_WHAT IS BEING ASKED_
Which lines in the material below contain the word "Liberty"? Copy each of them.

------ RECORD EXTRACTS ------

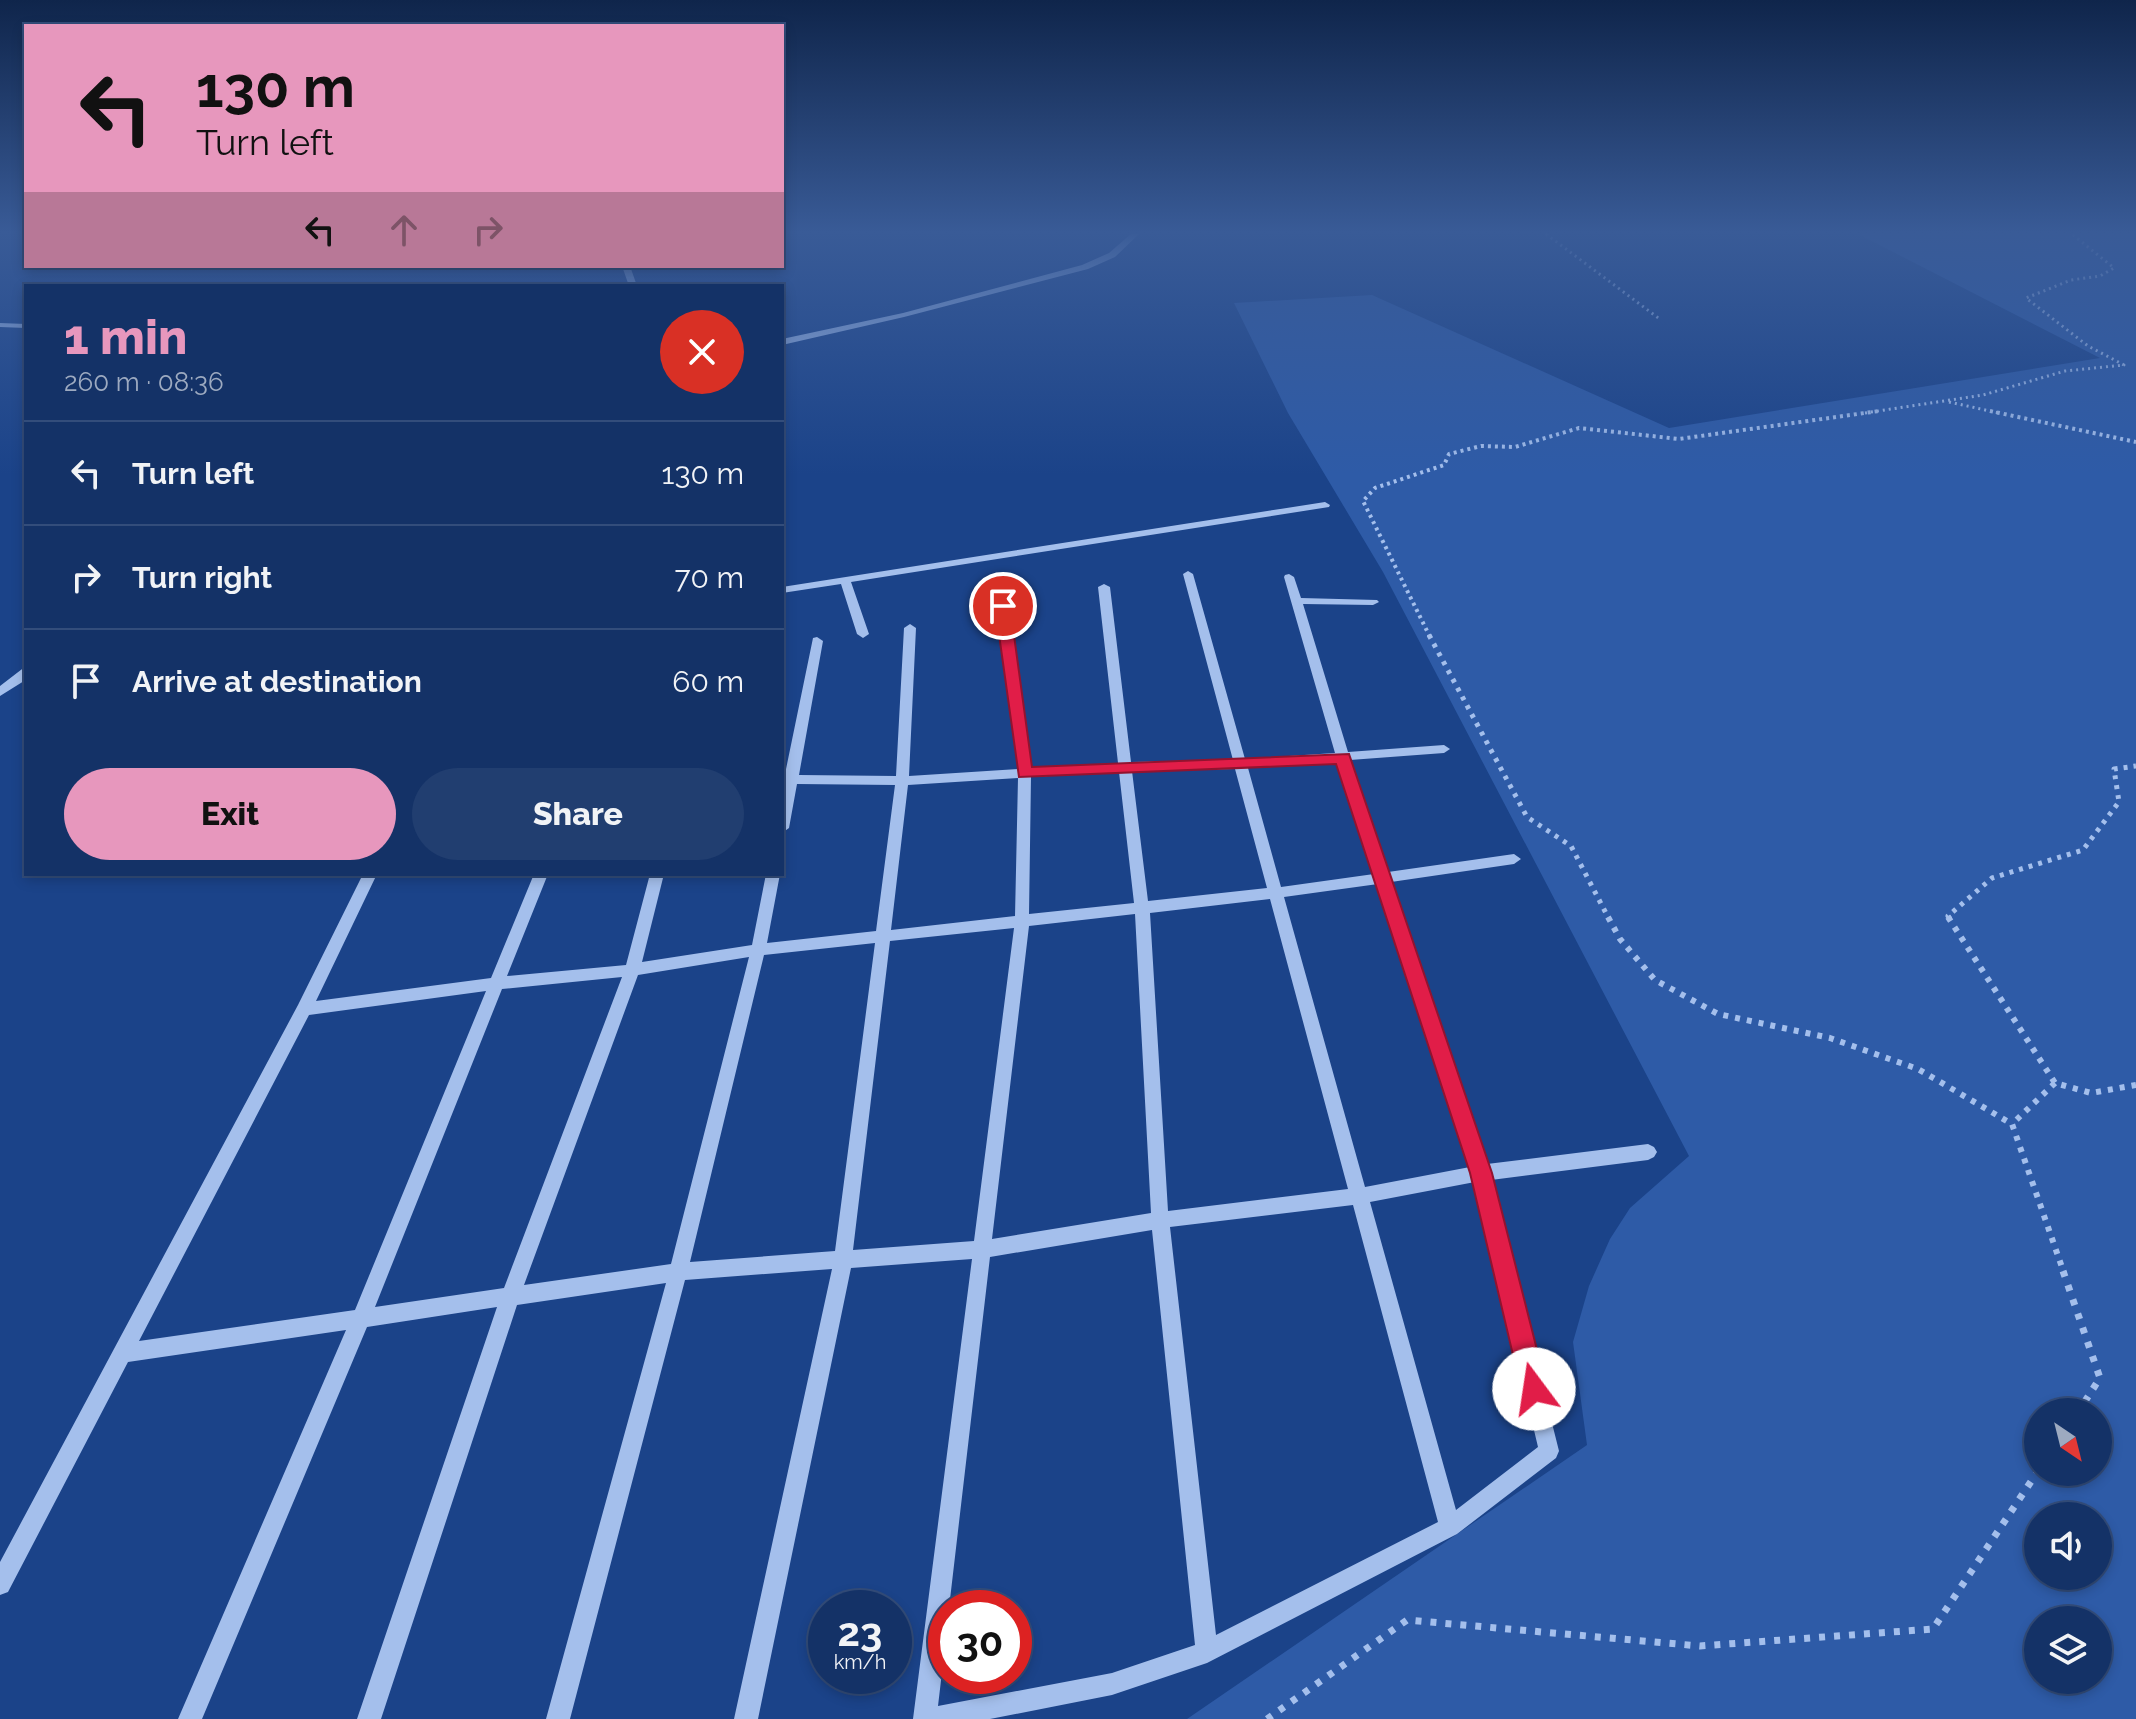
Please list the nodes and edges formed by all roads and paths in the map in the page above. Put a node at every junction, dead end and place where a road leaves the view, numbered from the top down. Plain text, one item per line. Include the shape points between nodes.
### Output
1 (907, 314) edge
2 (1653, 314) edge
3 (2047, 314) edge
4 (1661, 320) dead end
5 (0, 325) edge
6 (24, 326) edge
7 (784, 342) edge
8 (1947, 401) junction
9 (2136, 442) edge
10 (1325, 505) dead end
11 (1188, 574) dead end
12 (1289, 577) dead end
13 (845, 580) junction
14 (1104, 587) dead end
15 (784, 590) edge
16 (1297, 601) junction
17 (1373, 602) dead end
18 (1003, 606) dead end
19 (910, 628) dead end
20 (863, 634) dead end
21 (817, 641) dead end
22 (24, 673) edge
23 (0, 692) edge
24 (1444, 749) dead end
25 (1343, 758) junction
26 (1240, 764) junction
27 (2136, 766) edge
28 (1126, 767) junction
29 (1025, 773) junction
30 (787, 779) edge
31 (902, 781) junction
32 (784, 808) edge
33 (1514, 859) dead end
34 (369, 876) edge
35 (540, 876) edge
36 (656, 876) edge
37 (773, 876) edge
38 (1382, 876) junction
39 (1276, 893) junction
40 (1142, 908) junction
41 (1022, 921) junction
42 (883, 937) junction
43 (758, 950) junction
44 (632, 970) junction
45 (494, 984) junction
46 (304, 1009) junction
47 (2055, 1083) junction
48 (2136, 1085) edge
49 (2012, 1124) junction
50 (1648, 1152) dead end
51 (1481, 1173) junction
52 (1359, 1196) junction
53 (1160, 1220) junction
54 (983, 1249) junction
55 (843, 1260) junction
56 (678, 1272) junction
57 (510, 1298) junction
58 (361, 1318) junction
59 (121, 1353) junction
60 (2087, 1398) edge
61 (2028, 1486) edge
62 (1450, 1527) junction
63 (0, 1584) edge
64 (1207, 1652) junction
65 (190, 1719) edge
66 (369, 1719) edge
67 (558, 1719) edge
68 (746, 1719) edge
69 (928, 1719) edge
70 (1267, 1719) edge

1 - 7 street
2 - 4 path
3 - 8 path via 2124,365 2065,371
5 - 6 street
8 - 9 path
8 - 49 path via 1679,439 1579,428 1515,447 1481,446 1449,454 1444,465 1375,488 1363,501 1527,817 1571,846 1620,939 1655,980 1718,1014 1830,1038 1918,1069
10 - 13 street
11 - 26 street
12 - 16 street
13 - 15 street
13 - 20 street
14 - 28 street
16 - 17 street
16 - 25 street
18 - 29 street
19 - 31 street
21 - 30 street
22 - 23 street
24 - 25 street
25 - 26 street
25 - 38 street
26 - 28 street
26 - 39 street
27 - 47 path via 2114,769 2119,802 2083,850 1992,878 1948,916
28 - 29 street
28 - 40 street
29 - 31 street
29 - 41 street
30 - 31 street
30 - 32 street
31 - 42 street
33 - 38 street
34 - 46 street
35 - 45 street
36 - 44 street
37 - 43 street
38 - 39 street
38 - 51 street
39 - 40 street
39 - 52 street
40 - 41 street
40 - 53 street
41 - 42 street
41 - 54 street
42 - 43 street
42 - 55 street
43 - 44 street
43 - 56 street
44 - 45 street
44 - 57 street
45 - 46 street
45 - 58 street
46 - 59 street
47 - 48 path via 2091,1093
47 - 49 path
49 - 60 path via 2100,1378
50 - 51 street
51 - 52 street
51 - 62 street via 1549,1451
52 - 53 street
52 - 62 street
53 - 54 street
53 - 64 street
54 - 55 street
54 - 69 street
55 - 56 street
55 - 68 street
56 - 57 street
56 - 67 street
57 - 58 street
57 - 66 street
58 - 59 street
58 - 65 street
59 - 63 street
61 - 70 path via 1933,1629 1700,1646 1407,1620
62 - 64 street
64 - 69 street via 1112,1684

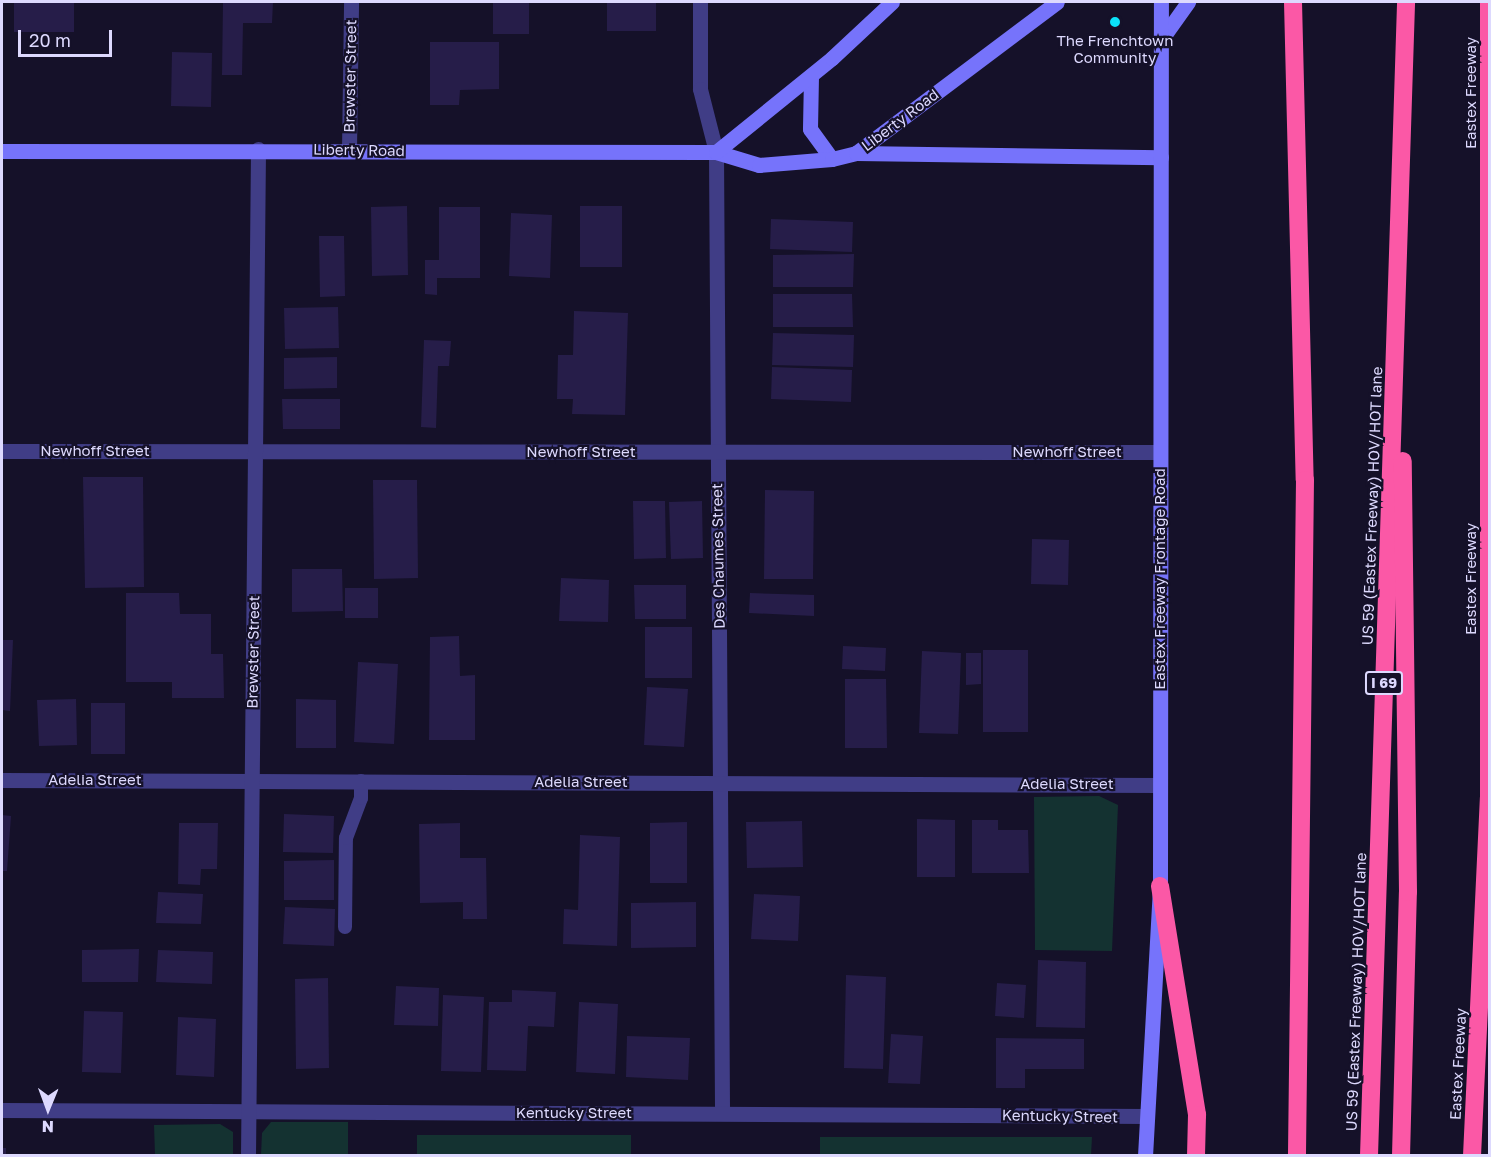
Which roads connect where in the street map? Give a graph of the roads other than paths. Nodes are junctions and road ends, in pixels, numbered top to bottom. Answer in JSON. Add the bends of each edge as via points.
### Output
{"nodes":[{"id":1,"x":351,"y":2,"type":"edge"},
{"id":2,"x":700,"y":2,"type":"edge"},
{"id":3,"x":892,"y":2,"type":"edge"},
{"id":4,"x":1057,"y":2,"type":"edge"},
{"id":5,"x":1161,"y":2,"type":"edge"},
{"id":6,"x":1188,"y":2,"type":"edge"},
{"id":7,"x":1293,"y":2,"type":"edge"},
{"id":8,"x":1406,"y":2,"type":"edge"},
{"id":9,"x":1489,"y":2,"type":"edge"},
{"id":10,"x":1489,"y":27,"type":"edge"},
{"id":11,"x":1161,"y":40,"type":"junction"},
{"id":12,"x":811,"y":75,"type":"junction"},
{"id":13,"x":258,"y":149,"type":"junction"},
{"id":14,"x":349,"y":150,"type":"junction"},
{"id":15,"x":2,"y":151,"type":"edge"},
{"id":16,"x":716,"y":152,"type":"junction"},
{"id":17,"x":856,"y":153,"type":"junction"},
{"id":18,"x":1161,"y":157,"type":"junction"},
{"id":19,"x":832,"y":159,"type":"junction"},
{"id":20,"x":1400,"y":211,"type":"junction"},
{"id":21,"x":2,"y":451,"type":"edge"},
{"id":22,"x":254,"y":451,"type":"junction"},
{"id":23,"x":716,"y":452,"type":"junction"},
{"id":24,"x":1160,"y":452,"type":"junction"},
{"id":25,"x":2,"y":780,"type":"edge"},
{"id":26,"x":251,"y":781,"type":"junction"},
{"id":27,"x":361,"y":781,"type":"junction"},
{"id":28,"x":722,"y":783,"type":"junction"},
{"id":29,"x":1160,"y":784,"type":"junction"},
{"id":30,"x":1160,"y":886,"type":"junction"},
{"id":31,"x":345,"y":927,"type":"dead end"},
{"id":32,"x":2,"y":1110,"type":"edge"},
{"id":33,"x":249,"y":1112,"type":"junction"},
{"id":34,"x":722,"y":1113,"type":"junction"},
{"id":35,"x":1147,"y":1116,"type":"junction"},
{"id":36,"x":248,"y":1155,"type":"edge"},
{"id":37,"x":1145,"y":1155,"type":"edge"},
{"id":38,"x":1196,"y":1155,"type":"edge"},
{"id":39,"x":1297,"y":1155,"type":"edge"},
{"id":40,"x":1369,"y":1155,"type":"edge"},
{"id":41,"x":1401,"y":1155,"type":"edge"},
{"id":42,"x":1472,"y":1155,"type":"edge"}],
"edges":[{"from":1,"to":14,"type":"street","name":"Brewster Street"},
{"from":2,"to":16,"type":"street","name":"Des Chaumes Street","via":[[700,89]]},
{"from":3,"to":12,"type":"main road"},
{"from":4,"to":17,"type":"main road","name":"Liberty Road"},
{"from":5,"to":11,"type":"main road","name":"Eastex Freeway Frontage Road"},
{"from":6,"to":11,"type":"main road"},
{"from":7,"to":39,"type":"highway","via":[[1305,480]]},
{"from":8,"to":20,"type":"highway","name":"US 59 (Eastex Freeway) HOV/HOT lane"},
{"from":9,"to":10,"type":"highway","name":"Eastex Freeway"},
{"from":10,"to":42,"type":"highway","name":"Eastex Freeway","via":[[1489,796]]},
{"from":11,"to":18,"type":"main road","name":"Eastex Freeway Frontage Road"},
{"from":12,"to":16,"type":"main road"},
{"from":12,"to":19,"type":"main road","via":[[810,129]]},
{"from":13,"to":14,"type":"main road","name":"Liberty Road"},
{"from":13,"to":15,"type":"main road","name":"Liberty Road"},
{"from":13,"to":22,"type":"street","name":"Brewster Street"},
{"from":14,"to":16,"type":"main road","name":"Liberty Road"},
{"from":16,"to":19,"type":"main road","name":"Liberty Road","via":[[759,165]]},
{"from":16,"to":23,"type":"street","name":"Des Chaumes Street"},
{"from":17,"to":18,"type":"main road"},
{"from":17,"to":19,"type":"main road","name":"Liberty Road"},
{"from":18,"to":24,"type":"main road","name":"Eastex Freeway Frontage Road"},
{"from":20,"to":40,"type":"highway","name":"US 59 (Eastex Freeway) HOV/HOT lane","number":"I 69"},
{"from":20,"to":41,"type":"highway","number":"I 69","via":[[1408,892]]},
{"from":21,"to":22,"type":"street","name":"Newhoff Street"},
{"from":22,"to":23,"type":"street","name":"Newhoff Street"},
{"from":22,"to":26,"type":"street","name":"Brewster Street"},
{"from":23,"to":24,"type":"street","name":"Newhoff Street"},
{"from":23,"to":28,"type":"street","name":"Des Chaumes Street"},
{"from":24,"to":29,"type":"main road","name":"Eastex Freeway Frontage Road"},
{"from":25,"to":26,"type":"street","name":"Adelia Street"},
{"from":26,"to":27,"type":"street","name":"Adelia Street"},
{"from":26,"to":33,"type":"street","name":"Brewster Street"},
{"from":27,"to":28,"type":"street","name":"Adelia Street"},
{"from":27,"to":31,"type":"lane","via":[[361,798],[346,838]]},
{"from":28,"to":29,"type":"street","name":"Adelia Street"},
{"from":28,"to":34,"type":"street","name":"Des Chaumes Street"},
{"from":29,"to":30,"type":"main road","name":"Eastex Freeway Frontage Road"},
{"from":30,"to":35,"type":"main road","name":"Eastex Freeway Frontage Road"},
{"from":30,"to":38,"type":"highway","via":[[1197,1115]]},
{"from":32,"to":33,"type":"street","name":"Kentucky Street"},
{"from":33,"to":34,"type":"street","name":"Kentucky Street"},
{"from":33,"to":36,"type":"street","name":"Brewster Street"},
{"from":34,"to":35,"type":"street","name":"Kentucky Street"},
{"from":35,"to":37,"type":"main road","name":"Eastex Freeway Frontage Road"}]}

------

_ANSWER TO THIS EXERCISE_
{"from":4,"to":17,"type":"main road","name":"Liberty Road"},
{"from":13,"to":14,"type":"main road","name":"Liberty Road"},
{"from":13,"to":15,"type":"main road","name":"Liberty Road"},
{"from":14,"to":16,"type":"main road","name":"Liberty Road"},
{"from":16,"to":19,"type":"main road","name":"Liberty Road","via":[[759,165]]},
{"from":17,"to":19,"type":"main road","name":"Liberty Road"},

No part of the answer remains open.